Após ouvir mais de 100 relatos de vítimas e de testemunhas, o Alto Comissariado da ONU para os Direitos Humanos afirmou esta quinta-feira que os membros do grupo islamita Estado Islâmico podem ter cometido um genocídio contra a minoria yazidi, do Iraque.

No seu relatório, o organismo sublinha que os combatentes podem ainda ser acusados de crimes contra a humanidade e de crimes de guerra contra civis, incluindo crianças.

O documento detalha as ações do EI desde junho de 2014, altura em que lançou a sua ofensiva contra o norte iraquiano. Assassínios, torturas, violações e escravização sexual, e recrutamento de crianças “contra numerosos grupos étnicos e religiosos no Iraque, dos quais certos podem constituir um genocídio”, afirma o ACDH em comunicado.

O organismo apela ao Conselho de Segurança da ONU para referir o caso ao Tribunal Penal Internacional, de forma a prosseguir com o processo de acusação.

“O esquema manifesto dos ataques contra os yazidis é indicativo da intenção do EIIL (Estado Islâmico do Iraque e do Levante, outro nome do EI) de destruir os yazidis enquanto grupo” diz o relatório. O que, afirmam os investigadores, “sugere fortemente que o EIIL poderia ter perpetrado um genocídio”.

Também as forças governamentais iraquianas e milícias afiliadas “podem ter cometido alguns crimes de guerra” ao combater a rebelião, acrescenta o relatório.

Yazidis e não só

A comunidade yazidi iraquiana, vista como apóstata pelos islamitas, foi perseguida pelo grupo Estado Islâmico durante a ofensiva deste para conquistar o norte iraquiano, no verão passado.

Em Agosto, estiveram durante semanas isolados e sob ataque nas montanhas de Sinjar, tendo sido libertados após a intervenção conjunta da Coligação internacional contra o EI, recém-formada e por combatentes curdos e pelo exército iraquiano.

Milhares deles habitam agora em tendas nos campos de refugiados da ACNUR.

Além dos yazidis, o Estado Islâmico persegue as comunidades islâmicas xiitas (incluindo as alauítas, na Síria) e as sunitas que não lhes juram fidelidade.

  • crianças xiitas lutam por auxilio humanitário após 2 meses de cerco em Amerli a 1 de setembro de 2014 (foto reuters)
  • Mulher e criança yazidi no campo de Nowruz em agosto de 2014 (foto Reuters)

Os cristãos são igualmente mortos ou expulsos das suas comunidades e as suas igrejas destruídas e pilhadas.

Na Síria, as aldeias cristãs assírias foram esvaziadas em março sob o assalto das forças jihaddistas, no mais recente episódio de perseguição.

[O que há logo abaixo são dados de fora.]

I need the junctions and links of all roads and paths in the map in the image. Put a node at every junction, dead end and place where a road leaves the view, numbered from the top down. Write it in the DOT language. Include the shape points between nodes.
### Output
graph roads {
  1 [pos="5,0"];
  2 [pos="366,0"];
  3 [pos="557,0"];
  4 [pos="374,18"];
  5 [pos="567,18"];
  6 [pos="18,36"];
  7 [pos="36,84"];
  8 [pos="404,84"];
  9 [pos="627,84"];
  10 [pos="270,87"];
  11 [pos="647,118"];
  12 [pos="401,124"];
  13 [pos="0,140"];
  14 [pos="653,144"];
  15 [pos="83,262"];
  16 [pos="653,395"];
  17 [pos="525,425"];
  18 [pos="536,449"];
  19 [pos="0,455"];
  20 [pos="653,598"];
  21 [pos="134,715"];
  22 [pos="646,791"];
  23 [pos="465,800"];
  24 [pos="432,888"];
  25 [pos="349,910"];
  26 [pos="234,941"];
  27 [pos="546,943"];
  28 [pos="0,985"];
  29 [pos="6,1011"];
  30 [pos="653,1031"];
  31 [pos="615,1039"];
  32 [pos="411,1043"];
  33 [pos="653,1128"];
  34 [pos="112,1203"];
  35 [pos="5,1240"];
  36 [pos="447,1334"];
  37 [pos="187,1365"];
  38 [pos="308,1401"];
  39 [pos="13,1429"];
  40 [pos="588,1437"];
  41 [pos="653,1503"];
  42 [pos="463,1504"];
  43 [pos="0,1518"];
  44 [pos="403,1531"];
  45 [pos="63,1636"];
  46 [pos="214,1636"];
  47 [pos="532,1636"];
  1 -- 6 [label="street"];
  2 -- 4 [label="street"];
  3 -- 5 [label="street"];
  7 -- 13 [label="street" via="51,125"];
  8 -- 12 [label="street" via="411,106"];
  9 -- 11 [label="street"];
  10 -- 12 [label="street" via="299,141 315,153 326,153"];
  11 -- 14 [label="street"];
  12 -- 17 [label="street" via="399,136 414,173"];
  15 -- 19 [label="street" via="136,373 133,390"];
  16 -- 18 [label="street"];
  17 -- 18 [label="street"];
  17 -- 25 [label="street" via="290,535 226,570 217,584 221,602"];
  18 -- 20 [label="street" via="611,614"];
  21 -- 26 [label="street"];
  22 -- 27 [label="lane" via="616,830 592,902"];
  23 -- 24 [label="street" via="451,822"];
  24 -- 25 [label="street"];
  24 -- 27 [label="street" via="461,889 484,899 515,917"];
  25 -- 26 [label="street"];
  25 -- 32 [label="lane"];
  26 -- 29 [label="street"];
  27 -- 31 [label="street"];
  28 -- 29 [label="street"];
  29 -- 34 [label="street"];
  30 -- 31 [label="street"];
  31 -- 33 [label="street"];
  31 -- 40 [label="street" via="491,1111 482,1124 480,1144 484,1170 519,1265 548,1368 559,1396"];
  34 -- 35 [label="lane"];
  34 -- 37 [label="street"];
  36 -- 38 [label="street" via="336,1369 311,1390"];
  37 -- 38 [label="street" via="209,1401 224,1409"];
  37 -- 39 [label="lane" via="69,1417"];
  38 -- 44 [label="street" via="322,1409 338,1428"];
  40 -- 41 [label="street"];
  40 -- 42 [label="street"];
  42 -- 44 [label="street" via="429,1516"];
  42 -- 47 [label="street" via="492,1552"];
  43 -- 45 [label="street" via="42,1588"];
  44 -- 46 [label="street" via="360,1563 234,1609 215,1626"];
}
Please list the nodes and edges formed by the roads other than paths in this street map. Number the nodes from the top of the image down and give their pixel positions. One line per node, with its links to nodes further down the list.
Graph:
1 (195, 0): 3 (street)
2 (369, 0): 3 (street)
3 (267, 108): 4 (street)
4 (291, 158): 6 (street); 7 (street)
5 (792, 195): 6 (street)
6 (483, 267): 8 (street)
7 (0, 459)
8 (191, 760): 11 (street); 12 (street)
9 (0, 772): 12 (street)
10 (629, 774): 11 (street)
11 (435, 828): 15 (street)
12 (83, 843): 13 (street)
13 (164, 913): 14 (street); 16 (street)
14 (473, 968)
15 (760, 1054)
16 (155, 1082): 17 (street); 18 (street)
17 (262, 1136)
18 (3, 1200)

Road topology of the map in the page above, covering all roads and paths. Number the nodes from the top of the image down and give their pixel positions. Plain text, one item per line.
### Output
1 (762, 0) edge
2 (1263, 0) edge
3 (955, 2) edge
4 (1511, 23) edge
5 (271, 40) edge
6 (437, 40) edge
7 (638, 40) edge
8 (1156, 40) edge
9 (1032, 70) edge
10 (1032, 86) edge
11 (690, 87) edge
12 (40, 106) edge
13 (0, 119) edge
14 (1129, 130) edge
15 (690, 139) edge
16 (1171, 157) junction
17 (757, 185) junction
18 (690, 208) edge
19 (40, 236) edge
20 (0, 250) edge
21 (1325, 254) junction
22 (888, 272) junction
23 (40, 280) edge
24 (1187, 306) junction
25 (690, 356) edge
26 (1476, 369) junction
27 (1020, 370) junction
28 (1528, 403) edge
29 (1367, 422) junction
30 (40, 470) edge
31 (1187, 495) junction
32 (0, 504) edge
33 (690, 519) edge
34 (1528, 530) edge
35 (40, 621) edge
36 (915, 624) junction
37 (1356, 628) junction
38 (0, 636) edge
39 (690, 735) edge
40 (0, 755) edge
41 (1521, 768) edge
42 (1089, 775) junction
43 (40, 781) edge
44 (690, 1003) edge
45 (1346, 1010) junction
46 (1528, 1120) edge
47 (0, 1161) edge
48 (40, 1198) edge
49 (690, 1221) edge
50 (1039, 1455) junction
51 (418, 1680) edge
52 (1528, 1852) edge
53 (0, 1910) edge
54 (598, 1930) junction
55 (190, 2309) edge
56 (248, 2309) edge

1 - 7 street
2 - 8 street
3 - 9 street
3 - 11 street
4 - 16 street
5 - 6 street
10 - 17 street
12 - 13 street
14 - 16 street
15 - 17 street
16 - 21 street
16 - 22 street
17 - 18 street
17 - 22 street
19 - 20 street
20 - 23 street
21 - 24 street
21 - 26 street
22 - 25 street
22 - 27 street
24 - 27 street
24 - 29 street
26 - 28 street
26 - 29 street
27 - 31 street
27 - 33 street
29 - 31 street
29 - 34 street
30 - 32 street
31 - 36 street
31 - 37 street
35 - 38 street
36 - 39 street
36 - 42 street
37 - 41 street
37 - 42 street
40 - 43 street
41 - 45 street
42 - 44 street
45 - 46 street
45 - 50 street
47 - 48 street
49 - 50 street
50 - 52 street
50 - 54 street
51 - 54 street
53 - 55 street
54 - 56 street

Várias centenas de pessoas foram raptadas e são mantidas reféns. Poderão ser fonte de financiamento para o EI, via resgates, ou ser vendidos como escravos.

“Tratamento brutal”

Todas as ações referidas no relatório do Alto Comissariado para os Direitos Humanos podem constituir violações do direito internacional, dos direitos do Homem e do direito humanitário, de acordo com os investigadores.

Estes denunciam o “tratamento brutal” infligido a outros grupos étnicos, entre eles cristãos, turcomenos, sabeístas (um grupo judaico-cristão pouco conhecido), mandeísta (religião pré-cristã gnóstica com alguns milhares de membros), curdos e xiitas, entre outras.

Quanto às forças iraquianas, os autores do relatório referem informações sobre violações graves dos direitos do Homem, durante as operações de contra-ofensiva contra o EI, as quais poderão ser consideradas igualmente crimes de guerra.

Familias iraquianas rendem-se a tropas iraquianas em Jour al.Sakhr a sul de Bagdade (Mahmoud Raouf Mahmoud  Reuters) 27 out 2014

As forças iraquianas e as milícias de voluntários xiitas, apoiados pelo Irão, têm sido acusadas de violência por civis sunitas da província de al Anbar e do norte de Bagdade. Afirmam que os soldados e as milícias expulsam violentamente as pessoas das suas casas, acusando-as de colaborar com o EI, entre outros crimes como violações, tortura e pilhagens.